Un réel contrôle des produits fabriqués
Monustone a également formé sur place sa propre équipe de sculpteurs et de graveurs de monuments, s’affranchissant ainsi du risque de médiocre qualité conséquence de la grande mobilité des ouvriers indiens, et assurant donc un contrôle des produits fabriqués. "Ils se déplacent d’usine en usine. Les monuments que j’importe sont finis. Parfois, le nom du défunt est même gravé. Mais il revient au bureau français, dans les Vosges, de positionner les décorations voulues par le client, d’envoyer un plan, puis de contrôler l’activité des équipes chinoises et indiennes."
Pascal Claudel est admiratif de l’ouvrage artisanal pratiqué par ses sculpteurs et graveurs. "Ils sont incroyables, souvent formés sur le tas. L’un d’eux, qui vient du Nord de l’Inde, m’a confié voici trois ans qu’il n’avait jamais vu une disqueuse. J’étais éberlué."
Voir sa production s’élaborer à 10 000 kilomètres ne change pas grand-chose pour ce passionné de monuments funéraires. Il n’a plus désormais en France que son bureau d’études. "J’ai été fabricant jusqu’en 2004, avant d’être emporté par la vague des importations, poursuit-il. Je ne fais aujourd’hui pas autre chose. Mais je ne vais plus acheter des blocs sur le port d’Anvers. Je les trouve dorénavant au port chinois de Xiamen. En Inde, c’est différent. Là, il y a ces agents qui surveillent l’exploitation des carrières. Au moment d’acheter, l’usine envoie un inspecteur pour faire la sélection finale, négocier le prix et organiser le marquage des blocs et le transport."

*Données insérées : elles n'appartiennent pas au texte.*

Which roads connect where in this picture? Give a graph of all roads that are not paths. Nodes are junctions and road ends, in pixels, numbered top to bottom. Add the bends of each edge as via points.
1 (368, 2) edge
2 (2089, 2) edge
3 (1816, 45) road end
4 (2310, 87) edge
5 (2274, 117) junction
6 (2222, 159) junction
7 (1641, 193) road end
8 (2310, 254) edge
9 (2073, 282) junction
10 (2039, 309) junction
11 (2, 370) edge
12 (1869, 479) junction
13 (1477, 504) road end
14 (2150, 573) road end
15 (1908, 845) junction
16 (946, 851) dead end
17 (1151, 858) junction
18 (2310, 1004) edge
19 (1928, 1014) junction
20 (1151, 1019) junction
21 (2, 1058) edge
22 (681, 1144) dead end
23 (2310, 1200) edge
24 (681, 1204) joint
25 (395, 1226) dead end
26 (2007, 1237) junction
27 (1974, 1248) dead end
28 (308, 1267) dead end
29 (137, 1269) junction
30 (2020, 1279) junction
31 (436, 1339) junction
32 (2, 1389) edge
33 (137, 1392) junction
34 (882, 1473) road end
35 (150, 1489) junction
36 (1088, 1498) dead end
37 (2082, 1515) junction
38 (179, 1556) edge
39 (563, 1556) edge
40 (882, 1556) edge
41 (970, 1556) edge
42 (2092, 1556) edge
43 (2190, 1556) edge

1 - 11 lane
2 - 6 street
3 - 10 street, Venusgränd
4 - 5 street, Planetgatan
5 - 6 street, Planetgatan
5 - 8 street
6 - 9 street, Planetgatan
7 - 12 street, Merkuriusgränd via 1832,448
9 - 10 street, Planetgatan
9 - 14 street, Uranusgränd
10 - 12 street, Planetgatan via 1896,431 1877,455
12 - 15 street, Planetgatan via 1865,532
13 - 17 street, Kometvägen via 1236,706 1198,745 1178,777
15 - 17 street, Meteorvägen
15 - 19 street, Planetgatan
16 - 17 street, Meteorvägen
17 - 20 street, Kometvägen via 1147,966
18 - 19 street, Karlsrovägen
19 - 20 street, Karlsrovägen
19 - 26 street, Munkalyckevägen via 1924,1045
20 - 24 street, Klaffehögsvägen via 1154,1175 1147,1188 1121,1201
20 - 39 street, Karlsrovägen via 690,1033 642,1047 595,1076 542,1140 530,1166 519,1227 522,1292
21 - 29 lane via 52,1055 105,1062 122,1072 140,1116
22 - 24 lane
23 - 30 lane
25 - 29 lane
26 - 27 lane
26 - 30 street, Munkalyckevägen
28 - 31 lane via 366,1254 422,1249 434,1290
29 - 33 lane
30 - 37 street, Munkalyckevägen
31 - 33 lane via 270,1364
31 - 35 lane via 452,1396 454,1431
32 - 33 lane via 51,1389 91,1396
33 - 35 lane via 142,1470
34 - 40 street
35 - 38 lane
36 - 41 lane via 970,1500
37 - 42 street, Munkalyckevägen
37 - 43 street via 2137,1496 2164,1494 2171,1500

"J’avais une des usines les plus modernes du secteur", se souvient-il des années passées. Aujourd’hui, je n’ai plus les soucis de produire moi-même. Je me concentre à plein sur la création. Depuis longtemps, je visite des cimetières en France, en Italie, en Espagne. On y trouve souvent une idée, une source d’inspiration." Important, à l’heure de la personnalisation accrue des objets funéraires.
Winnie l’ourson et l’Himalaya
"Personnaliser, j’ai commencé en 1985. Je crée des objets uniques, parfois remarquables comme des chapelles. Ces objets pourront peut-être ensuite entrer au catalogue." Témoin, l’ourson Winnie sculpté en Inde en janvier dernier, reproduit depuis à une vingtaine d’exemplaires. Ou des vases-fleurs. Ou encore la pierre tombale "Himalaya 351", offrant un paysage apaisant de pierre avec sa rivière, son pont, son arbre.
"Je l’ai dessiné un soir après qu’un client pompe funèbre a reçu une famille. En 15 minutes, je me suis inspiré d’un dessin d’enfant pour créer ce monument. Le lendemain, j’envoyais un premier projet. J’écoute ce que le client a ressenti et je le transcris en 3D. Mon catalogue est une source d’inspiration. Une pompe funèbre qui met mon catalogue dans les mains d’une famille doit pouvoir relever les réactions au fur et à mesure que les pages se tournent. Sur une couleur, sur un arrondi, sur un motif. Quand c’est fini, les ayant observé, le professionnel doit avoir en tête le monument qu’il va destiner aux proches du défunt."
Enrichir sa gamme : voilà une préoccupation constante. Pascal Claudel s’apprête encore à proposer une toute nouvelle collection. Il y travaille cet été, et la présentera lors du salon FUNÉRAIRE PARIS 2017 en novembre prochain.